A recent study conducted by researchers at Griffith University has identified a faulty ion channel in immune cells of individuals diagnosed with Myalgic Encephalomyelitis/Chronic Fatigue Syndrome (ME/CFS). This discovery offers critical validation for the many Australians suffering from this debilitating condition, which has long been misunderstood and stigmatized.

The research, led by Professor Sonya Marshall-Gradisnik from Griffith’s National Centre for Neuroimmunology and Emerging Diseases (NCNED), revealed that the TRPM3 ion channel, which is essential for calcium transport into cells, is dysfunctional in ME/CFS patients. Professor Marshall-Gradisnik emphasized the importance of calcium signalling in maintaining effective immune function and overall cellular health. She stated, “When it fails, cells cannot function properly as calcium signalling is essential for healthy immune cell activity.”

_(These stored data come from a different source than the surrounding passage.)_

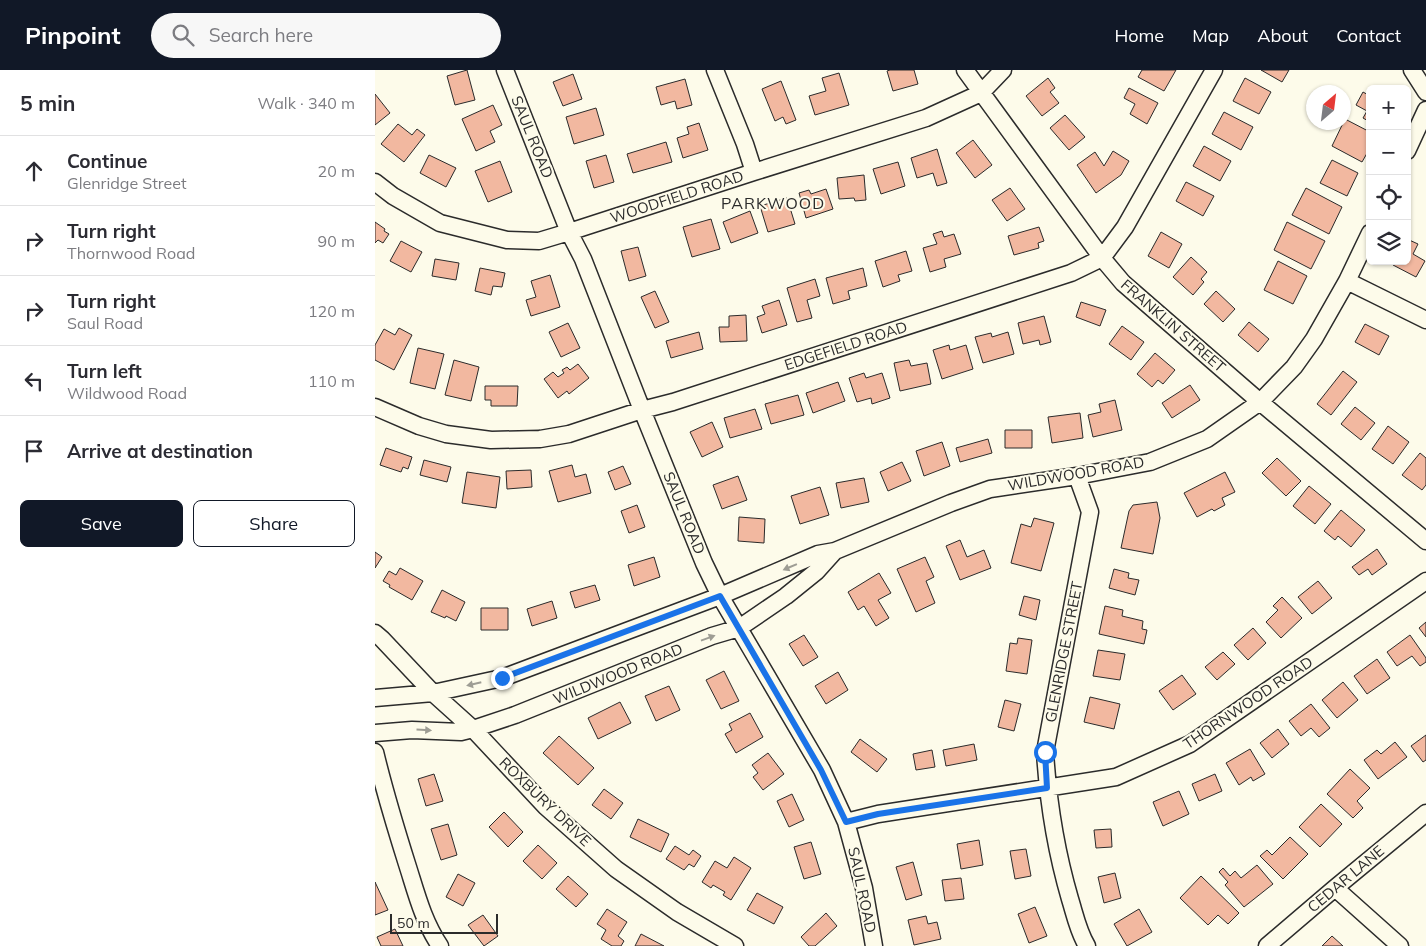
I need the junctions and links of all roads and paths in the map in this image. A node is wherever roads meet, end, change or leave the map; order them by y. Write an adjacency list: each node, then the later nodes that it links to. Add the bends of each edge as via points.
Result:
1 (505, 70): 13 (street, SAUL ROAD)
2 (715, 70): 11 (street)
3 (965, 70): 8 (street, FRANKLIN STREET)
4 (1003, 70): 8 (street, WOODFIELD ROAD)
5 (1214, 70): 15 (street, EDGEFIELD ROAD, via 1125,227)
6 (1412, 70): 7 (street)
7 (1426, 92)
8 (981, 93): 11 (street, WOODFIELD ROAD, via 926,118); 15 (street, FRANKLIN STREET)
9 (1426, 110): 10 (street)
10 (1411, 142)
11 (753, 172): 13 (street, WOODFIELD ROAD)
12 (375, 182): 13 (street, WOODFIELD ROAD, via 440,224 507,240 539,241)
13 (569, 232): 20 (street, SAUL ROAD, via 583,259)
14 (1366, 241): 16 (street, WILDWOOD ROAD)
15 (1102, 258): 18 (street, FRANKLIN STREET, via 1123,283); 20 (street, EDGEFIELD ROAD, via 1071,273)
16 (1347, 281): 17 (street); 18 (street, WILDWOOD ROAD, via 1294,367)
17 (1426, 320)
18 (1260, 402): 21 (street, WILDWOOD ROAD, via 1207,439 1150,462); 22 (street, FRANKLIN STREET)
19 (375, 407): 20 (street, EDGEFIELD ROAD, via 446,434 491,440 540,439 569,434)
20 (642, 410): 25 (street, SAUL ROAD)
21 (1077, 476): 23 (street, WILDWOOD ROAD, via 990,489); 33 (street, GLENRIDGE STREET, via 1090,512 1045,752)
22 (1426, 540)
23 (835, 551): 25 (street, WILDWOOD ROAD, one-way to 25, via 819,554); 26 (street, WILDWOOD ROAD, via 817,571 786,596)
24 (1426, 581): 33 (street, THORNWOOD ROAD, via 1189,744 1116,777)
25 (720, 596): 26 (street, SAUL ROAD); 28 (street, WILDWOOD ROAD, one-way to 28, via 502,678)
26 (739, 628): 30 (street, WILDWOOD ROAD, one-way to 26); 35 (street, SAUL ROAD, via 821,770)
27 (375, 633): 28 (street, ROXBURY DRIVE)
28 (433, 693): 29 (street, WILDWOOD ROAD); 30 (street, ROXBURY DRIVE)
29 (375, 698)
30 (473, 729): 31 (street, WILDWOOD ROAD, one-way to 30, via 412,730 461,732); 38 (street, ROXBURY DRIVE, via 546,808 615,869 677,912)
31 (375, 733)
32 (375, 752): 37 (street, via 419,904)
33 (1047, 788): 35 (street, THORNWOOD ROAD, via 878,814); 40 (street, GLENRIDGE STREET, via 1062,872 1080,935)
34 (1426, 813): 36 (street, CEDAR LANE)
35 (846, 822): 39 (street, SAUL ROAD, via 864,888)
36 (1335, 888): 41 (street, CEDAR LANE); 42 (street)
37 (440, 946)
38 (735, 946)
39 (874, 946)
40 (1087, 946)
41 (1267, 946)
42 (1400, 946)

Using a highly reliable technique, the research team demonstrated a significant and reproducible reduction in TRPM3 activity in the immune cells of ME/CFS patients when compared to healthy individuals. This finding was consistent across different laboratories, including one located over 4,000 kilometres away, highlighting the robustness of the results.

Scientific Breakthrough Validates Patient Experiences

Lead author Dr Etianne Sasso remarked that this discovery not only contributes to global scientific understanding of ME/CFS but also validates the experiences of patients who have faced skepticism regarding their condition. “These results provide further evidence for developing a diagnostic test for ME/CFS and will also guide us toward new therapeutic targets,” she noted. The hope is that this research will ultimately lead to effective treatments that can enhance cellular function and improve the quality of life for those affected.

Dr Sasso elaborated on the implications of the findings, explaining, “The faulty ion channels act like ‘stuck doors’, preventing cells from receiving the calcium they need.” This dysfunction contributes to the myriad symptoms of ME/CFS, which can include severe fatigue, pain, cognitive difficulties, and disruptions in daily activities.

Clinician Dr Peter Smith, who treats patients with ME/CFS, highlighted the significance of the findings. “This research provides concrete biological evidence that supports what patients have been describing for decades,” he stated. Dr Smith believes that recognizing this measurable cellular dysfunction affirms ME/CFS as a legitimate medical condition, enhancing confidence in patient care and fostering hope for future treatment options.

Study Context and Future Directions

The study was conducted across independent laboratory sites in Gold Coast and Perth, involving participants from South East Queensland, North East New South Wales, and Western Australia. It received funding from the National Health and Medical Research Council of Australia and the Stafford Fox Medical Research Foundation.

The findings were published in the journal Frontiers in Medicine in 2026, underscoring the ongoing commitment to understanding and addressing ME/CFS. The study marks a pivotal moment in the recognition of the biological underpinnings of this condition, which affects a significant number of individuals worldwide.

As researchers continue to explore the implications of these findings, the hope is that they will pave the way for new diagnostic tools and treatment strategies, ultimately improving the lives of those living with ME/CFS.